Return, from the material below, each line in which "main" occurs.
[Source data]
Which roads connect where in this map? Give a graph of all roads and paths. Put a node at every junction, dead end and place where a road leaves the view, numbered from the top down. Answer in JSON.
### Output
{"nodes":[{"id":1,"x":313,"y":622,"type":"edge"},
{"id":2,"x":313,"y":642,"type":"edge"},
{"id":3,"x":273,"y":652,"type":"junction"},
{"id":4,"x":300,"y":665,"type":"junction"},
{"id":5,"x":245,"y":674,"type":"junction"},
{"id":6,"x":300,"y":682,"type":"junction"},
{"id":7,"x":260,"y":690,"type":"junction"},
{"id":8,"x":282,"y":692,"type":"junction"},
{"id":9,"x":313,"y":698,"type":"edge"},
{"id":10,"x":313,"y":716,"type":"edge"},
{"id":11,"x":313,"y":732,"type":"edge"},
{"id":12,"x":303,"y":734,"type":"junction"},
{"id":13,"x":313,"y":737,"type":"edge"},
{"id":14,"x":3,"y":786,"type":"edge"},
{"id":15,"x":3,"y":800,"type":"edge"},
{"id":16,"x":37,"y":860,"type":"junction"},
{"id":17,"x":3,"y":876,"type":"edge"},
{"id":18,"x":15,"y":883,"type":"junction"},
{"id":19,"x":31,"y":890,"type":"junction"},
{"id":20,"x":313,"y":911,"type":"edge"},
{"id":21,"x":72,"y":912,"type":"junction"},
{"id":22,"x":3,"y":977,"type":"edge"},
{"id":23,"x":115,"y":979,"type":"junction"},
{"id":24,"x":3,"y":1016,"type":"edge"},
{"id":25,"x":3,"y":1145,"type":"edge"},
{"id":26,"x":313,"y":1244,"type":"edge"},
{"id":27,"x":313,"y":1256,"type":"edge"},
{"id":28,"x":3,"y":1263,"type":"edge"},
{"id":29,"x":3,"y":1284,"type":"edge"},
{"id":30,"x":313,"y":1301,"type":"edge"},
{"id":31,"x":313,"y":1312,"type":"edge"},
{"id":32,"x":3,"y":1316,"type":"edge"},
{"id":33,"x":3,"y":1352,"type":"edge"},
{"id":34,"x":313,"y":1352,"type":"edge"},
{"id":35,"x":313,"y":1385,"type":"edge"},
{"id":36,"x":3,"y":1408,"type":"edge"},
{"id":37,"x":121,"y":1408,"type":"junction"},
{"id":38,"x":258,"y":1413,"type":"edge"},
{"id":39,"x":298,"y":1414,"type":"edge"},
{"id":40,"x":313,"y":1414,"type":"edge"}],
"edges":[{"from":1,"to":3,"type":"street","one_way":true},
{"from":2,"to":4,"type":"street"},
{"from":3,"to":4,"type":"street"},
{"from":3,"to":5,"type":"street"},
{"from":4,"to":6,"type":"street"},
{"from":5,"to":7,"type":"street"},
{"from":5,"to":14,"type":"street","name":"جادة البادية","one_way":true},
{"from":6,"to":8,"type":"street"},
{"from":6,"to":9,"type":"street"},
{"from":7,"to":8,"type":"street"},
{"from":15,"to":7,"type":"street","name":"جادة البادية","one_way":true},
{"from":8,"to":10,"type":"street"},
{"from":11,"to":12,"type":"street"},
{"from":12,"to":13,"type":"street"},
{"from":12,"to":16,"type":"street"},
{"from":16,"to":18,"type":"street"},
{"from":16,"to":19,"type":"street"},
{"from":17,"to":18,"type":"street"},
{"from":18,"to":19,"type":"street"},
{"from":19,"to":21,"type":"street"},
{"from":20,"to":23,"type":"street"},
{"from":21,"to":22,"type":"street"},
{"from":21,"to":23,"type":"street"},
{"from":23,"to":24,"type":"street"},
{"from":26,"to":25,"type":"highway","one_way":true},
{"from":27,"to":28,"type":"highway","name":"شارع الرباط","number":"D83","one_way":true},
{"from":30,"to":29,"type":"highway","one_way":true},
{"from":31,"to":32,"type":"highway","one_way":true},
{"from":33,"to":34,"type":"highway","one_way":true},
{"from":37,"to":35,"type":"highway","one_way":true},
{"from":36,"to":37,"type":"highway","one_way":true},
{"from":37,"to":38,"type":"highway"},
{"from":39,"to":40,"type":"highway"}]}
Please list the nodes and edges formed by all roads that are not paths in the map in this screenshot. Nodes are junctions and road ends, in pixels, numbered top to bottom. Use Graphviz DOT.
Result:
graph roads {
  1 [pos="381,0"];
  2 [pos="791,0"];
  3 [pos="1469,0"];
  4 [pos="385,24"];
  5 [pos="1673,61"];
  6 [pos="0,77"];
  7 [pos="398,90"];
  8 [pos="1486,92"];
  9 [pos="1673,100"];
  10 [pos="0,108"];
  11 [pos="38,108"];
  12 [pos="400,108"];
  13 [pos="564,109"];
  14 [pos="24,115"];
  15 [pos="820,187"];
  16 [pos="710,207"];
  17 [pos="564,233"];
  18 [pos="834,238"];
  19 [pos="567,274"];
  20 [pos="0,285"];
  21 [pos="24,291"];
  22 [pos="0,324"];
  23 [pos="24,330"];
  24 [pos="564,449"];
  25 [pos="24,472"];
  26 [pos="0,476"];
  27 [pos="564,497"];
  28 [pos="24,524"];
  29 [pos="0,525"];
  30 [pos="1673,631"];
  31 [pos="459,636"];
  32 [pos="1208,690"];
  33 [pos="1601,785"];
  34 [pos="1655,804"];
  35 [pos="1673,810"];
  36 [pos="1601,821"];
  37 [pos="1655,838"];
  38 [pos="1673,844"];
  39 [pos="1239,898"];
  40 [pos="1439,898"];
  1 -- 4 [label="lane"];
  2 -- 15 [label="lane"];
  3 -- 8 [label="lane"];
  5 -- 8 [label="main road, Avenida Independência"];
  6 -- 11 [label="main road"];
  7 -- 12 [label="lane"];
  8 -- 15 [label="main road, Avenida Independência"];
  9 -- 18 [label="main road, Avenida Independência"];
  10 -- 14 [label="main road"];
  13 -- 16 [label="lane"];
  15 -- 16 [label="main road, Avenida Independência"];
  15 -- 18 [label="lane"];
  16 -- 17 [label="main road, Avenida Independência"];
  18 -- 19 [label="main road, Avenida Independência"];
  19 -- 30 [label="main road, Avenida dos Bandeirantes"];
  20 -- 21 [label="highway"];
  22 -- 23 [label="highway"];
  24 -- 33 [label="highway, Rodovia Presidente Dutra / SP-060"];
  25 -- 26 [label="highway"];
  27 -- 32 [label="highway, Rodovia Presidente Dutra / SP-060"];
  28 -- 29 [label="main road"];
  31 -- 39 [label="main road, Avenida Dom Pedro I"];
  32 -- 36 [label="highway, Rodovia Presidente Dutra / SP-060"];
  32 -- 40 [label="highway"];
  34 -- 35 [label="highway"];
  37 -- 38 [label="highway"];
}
[/Source data]
▶ Answer
  5 -- 8 [label="main road, Avenida Independência"];
  6 -- 11 [label="main road"];
  8 -- 15 [label="main road, Avenida Independência"];
  9 -- 18 [label="main road, Avenida Independência"];
  10 -- 14 [label="main road"];
  15 -- 16 [label="main road, Avenida Independência"];
  16 -- 17 [label="main road, Avenida Independência"];
  18 -- 19 [label="main road, Avenida Independência"];
  19 -- 30 [label="main road, Avenida dos Bandeirantes"];
  28 -- 29 [label="main road"];
  31 -- 39 [label="main road, Avenida Dom Pedro I"];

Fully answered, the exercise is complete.